Je le dévisage un instant, il a l'air gentil, une carrure un peu moins imposante que celle des autres et l'absence de tatouages est frappantes quand tous ici en possèdent. Sans grande surprise, il a une chevelure brune et des yeux marron comme tout le monde ici quasiment. Vraiment, dans d'autres circonstances il me serait apparu comme un homme sympathique et des plus charmants mais je doute que ce soit des adjectifs qui aillent à un meurtrier. Je sens bien qu'il essaye de rendre la chose moins pénible pour moi comme pour lui avec ses présentations mais ça ne rend pas l'ambiance moins tendue.

_ Je suis désolé d'avance pour la douleur mais je dois t'emmener dans le bureau de Rodriguez, il veut te voir.
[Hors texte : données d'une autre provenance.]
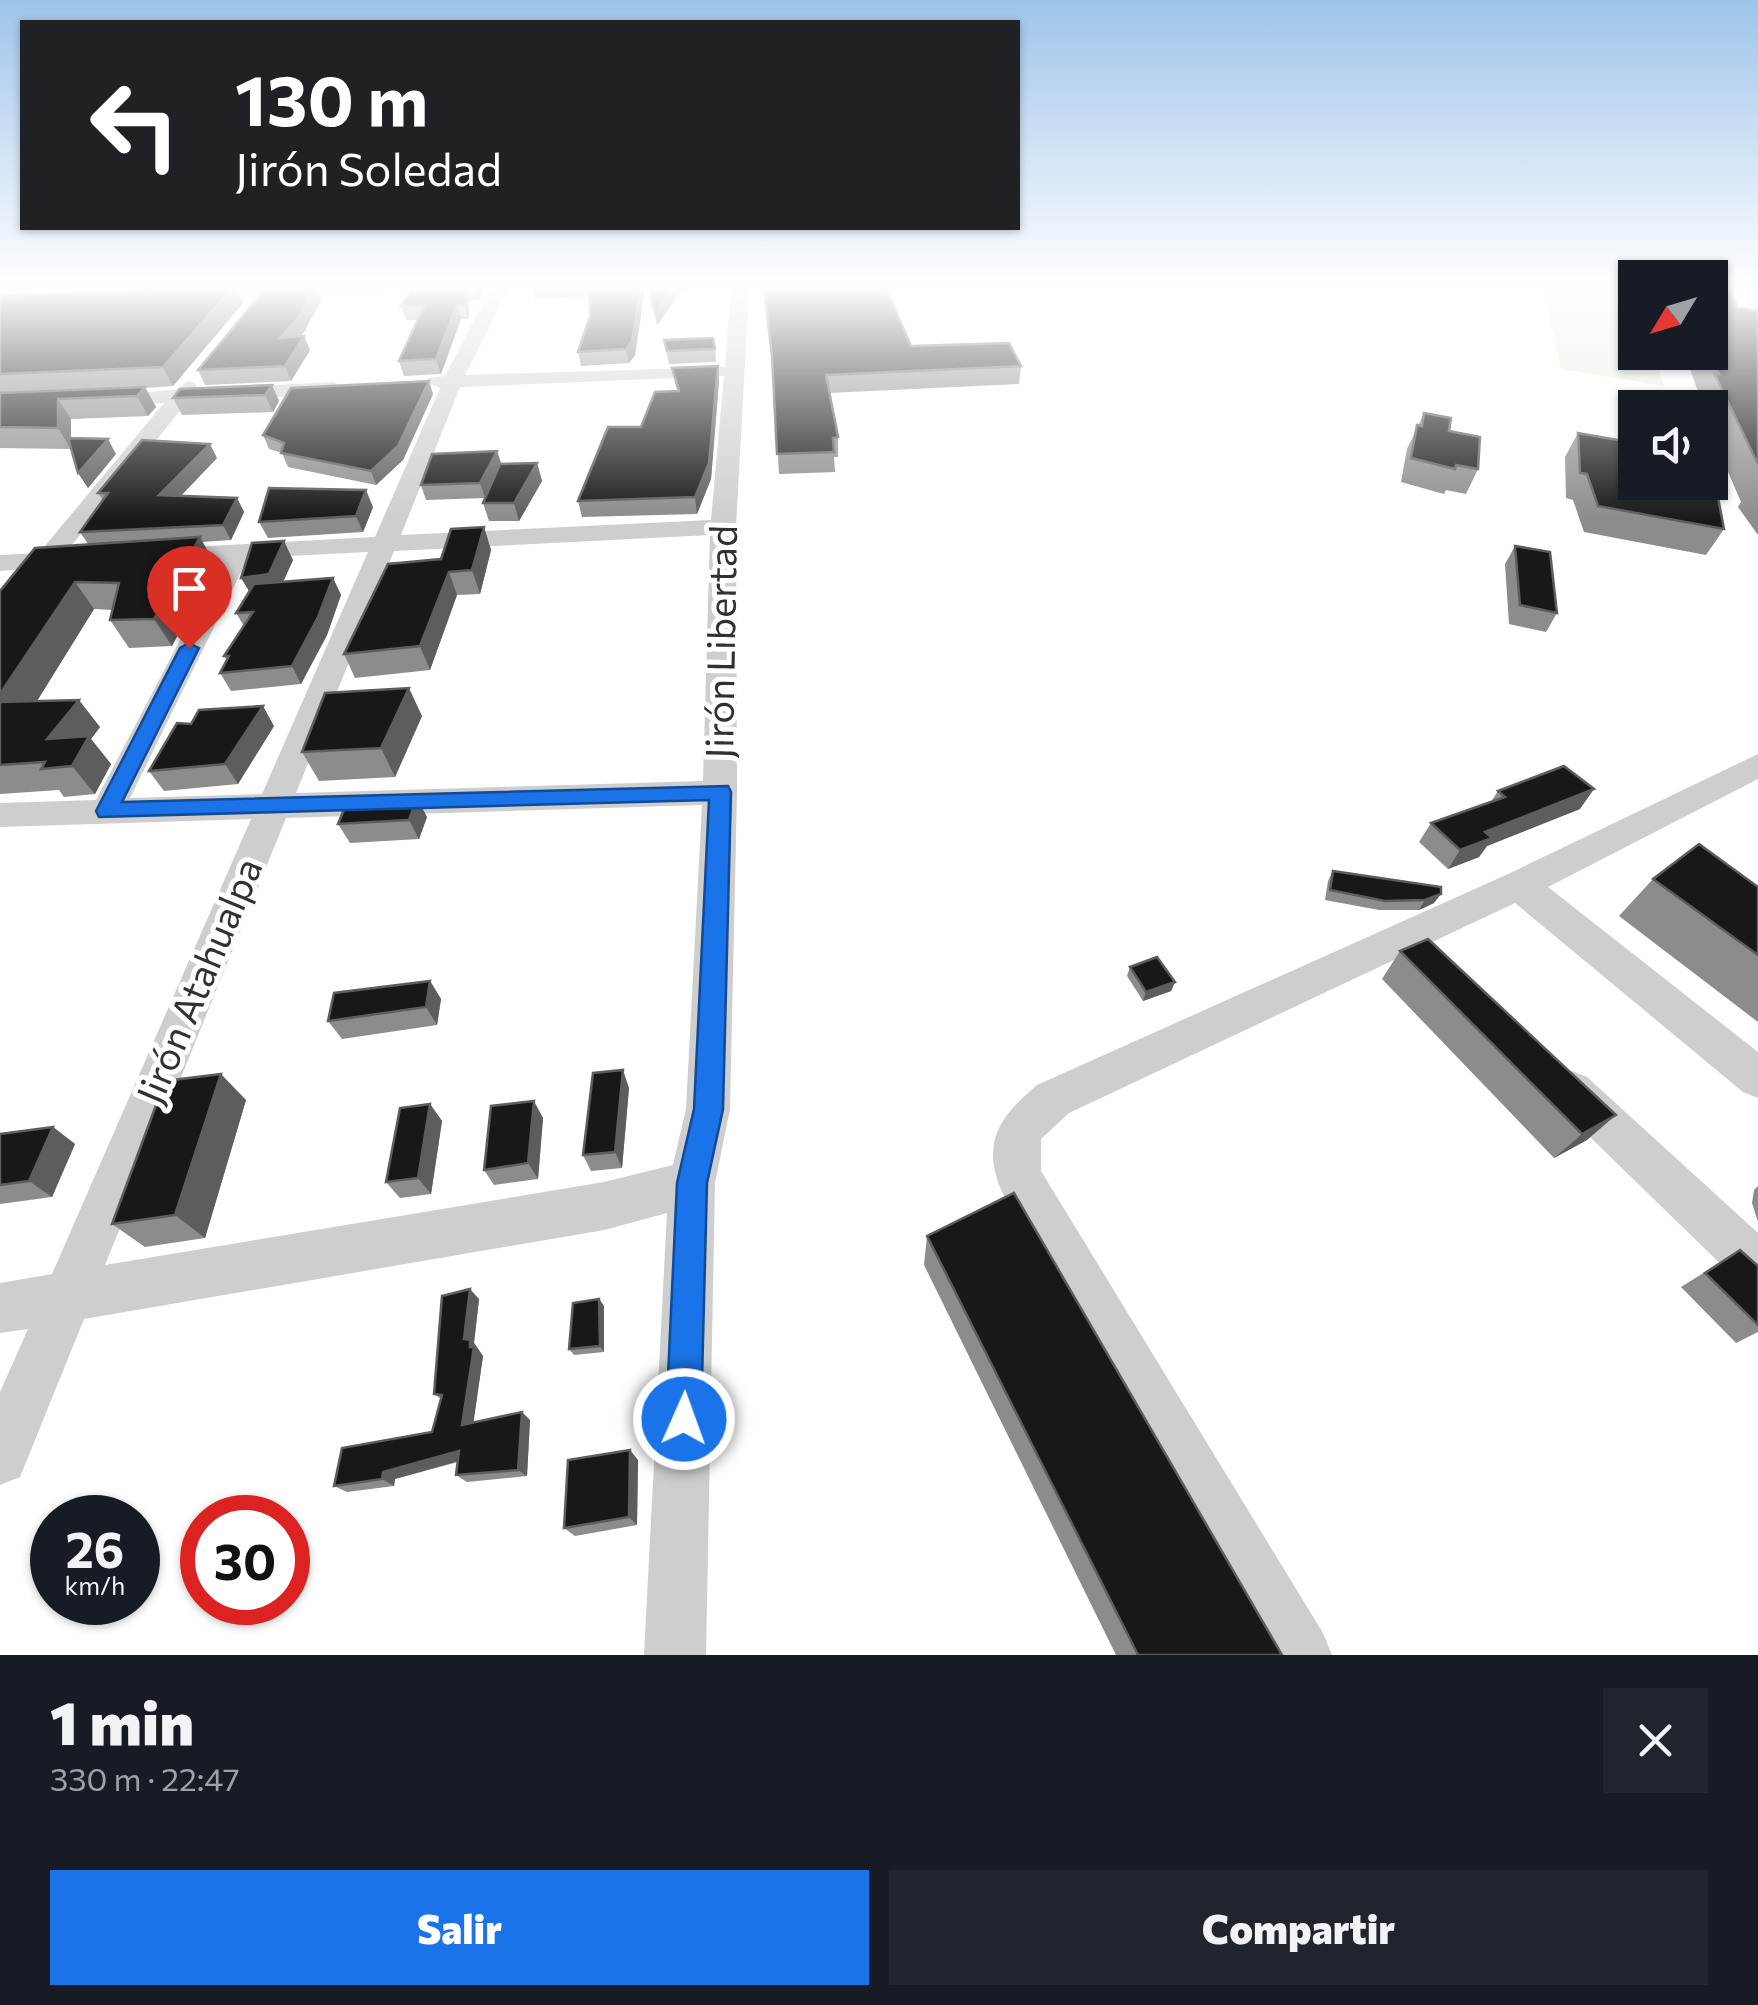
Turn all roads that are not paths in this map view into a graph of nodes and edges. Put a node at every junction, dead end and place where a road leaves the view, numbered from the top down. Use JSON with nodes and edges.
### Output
{"nodes":[{"id":1,"x":463,"y":365,"type":"edge"},
{"id":2,"x":732,"y":365,"type":"edge"},
{"id":3,"x":204,"y":367,"type":"edge"},
{"id":4,"x":732,"y":370,"type":"junction"},
{"id":5,"x":456,"y":381,"type":"junction"},
{"id":6,"x":416,"y":383,"type":"edge"},
{"id":7,"x":357,"y":386,"type":"edge"},
{"id":8,"x":180,"y":397,"type":"junction"},
{"id":9,"x":85,"y":400,"type":"edge"},
{"id":10,"x":723,"y":527,"type":"junction"},
{"id":11,"x":388,"y":542,"type":"junction"},
{"id":12,"x":239,"y":551,"type":"junction"},
{"id":13,"x":141,"y":556,"type":"edge"},
{"id":14,"x":102,"y":558,"type":"edge"},
{"id":15,"x":44,"y":561,"type":"junction"},
{"id":16,"x":0,"y":564,"type":"edge"},
{"id":17,"x":0,"y":617,"type":"edge"},
{"id":18,"x":1758,"y":764,"type":"edge"},
{"id":19,"x":720,"y":792,"type":"junction"},
{"id":20,"x":274,"y":804,"type":"junction"},
{"id":21,"x":107,"y":811,"type":"junction"},
{"id":22,"x":0,"y":816,"type":"edge"},
{"id":23,"x":1519,"y":884,"type":"junction"},
{"id":24,"x":1536,"y":1058,"type":"edge"},
{"id":25,"x":1758,"y":1078,"type":"edge"},
{"id":26,"x":692,"y":1183,"type":"junction"},
{"id":27,"x":1751,"y":1260,"type":"edge"},
{"id":28,"x":68,"y":1294,"type":"junction"},
{"id":29,"x":0,"y":1308,"type":"edge"},
{"id":30,"x":0,"y":1456,"type":"edge"},
{"id":31,"x":675,"y":1655,"type":"edge"},
{"id":32,"x":1301,"y":1655,"type":"edge"}],
"edges":[{"from":1,"to":5,"type":"street","name":"Jirón Atahualpa"},
{"from":2,"to":4,"type":"street","name":"Jirón Libertad"},
{"from":3,"to":8,"type":"street"},
{"from":4,"to":5,"type":"street"},
{"from":4,"to":10,"type":"street","name":"Jirón Libertad"},
{"from":5,"to":6,"type":"street"},
{"from":5,"to":11,"type":"street","name":"Jirón Atahualpa"},
{"from":7,"to":8,"type":"street"},
{"from":8,"to":9,"type":"street"},
{"from":8,"to":15,"type":"street"},
{"from":10,"to":11,"type":"street"},
{"from":10,"to":19,"type":"street","name":"Jirón Libertad"},
{"from":11,"to":12,"type":"street"},
{"from":11,"to":20,"type":"street","name":"Jirón Atahualpa"},
{"from":12,"to":13,"type":"street"},
{"from":12,"to":21,"type":"street"},
{"from":14,"to":15,"type":"street"},
{"from":15,"to":16,"type":"street"},
{"from":15,"to":17,"type":"street"},
{"from":18,"to":23,"type":"street"},
{"from":19,"to":20,"type":"street"},
{"from":19,"to":26,"type":"street","name":"Jirón Libertad"},
{"from":20,"to":21,"type":"street"},
{"from":20,"to":28,"type":"street","name":"Jirón Atahualpa"},
{"from":21,"to":22,"type":"street"},
{"from":23,"to":25,"type":"street"},
{"from":23,"to":32,"type":"street"},
{"from":24,"to":27,"type":"street"},
{"from":26,"to":28,"type":"street"},
{"from":26,"to":31,"type":"street","name":"Jirón Libertad"},
{"from":28,"to":29,"type":"street"},
{"from":28,"to":30,"type":"street","name":"Jirón Atahualpa"}]}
J'hoche la tête, n'ayant pas vraiment le choix, et me lève du mieux que je peux malgré la douleur. J'essaye d'y faire abstraction, après tout elle est quand même beaucoup moins forte que quand je courais, et tout en m'accrochant au bras que me tend Santiago nous quittons la chambre. Nous traversons un long couloir avant de rejoindre une grande pièce dans laquelle trône un bureau en bois près d'une fenêtre avec deux fauteuils de chaque côté. En face contre le mur opposé se trouve un canapé en cuir noir et une petite table basse en verre. Derrière le bureau il y a une grande bibliothèque incrustée dans le mur et pour finir un grand tapis persan tapisse le sol au centre de la pièce. Santiago me fait m'installer sur le fauteuil en face du bureau tandis que lui part s'installer dans le canapé. Au moins cela me rassure en un sens, je ne serais pas seule face à Rodriguez peut-être que cela contiendra sa rage. Et en parlant du loup, alors que je bats la mesure sur l'accoudoir de mon fauteuil, stressée, il passe la porte d'un pas lent mais assuré. Quand je remarque dans sa main droite l'arme qu'il tient, je me raidis directement et la peur me fait manquer d'air. Le sang bat à tout rompre contre mes tempes et j'ai les mains moites mais j'essaye de ne pas montrer mon mal aise, ça lui ferait trop plaisir. Il prend place dans le grand fauteuil face à moi de l'autre côté du bureau et me scrute du regard, sans rien dire, comme s'il essayait de lire en moi. Je ne fuis pas son regard, déterminée à ne pas me montrer faible malgré ma situation plus que précaire. Il finit par détourner son regard de moi et nous restons là en silence dans une ambiance tendue. Finalement sans faire attention à moi, il monte et démonte son arme dans un bruit métallique régulier ce qui ne fait qu'augmenter mon angoisse. S'il me plaçait une balle entre les deux yeux là maintenant, est-ce qu'on retrouverait mon cadavre un jour ? Sans doute pas. Plus je l'observe faire et plus je me dis que la facilité avec laquelle il accompli ce geste prouve qu'il fait ça depuis longtemps et qu'il pourrait le faire les yeux fermés. Alors que je commence à ne plus pouvoir respirer correctement, étouffée par le seul bruit de son arme dans la pièce qui pèse au dessus de ma tête comme l'épée de Damoclès. Il finit par poser son arme contre le bois de son bureau et prend enfin la parole.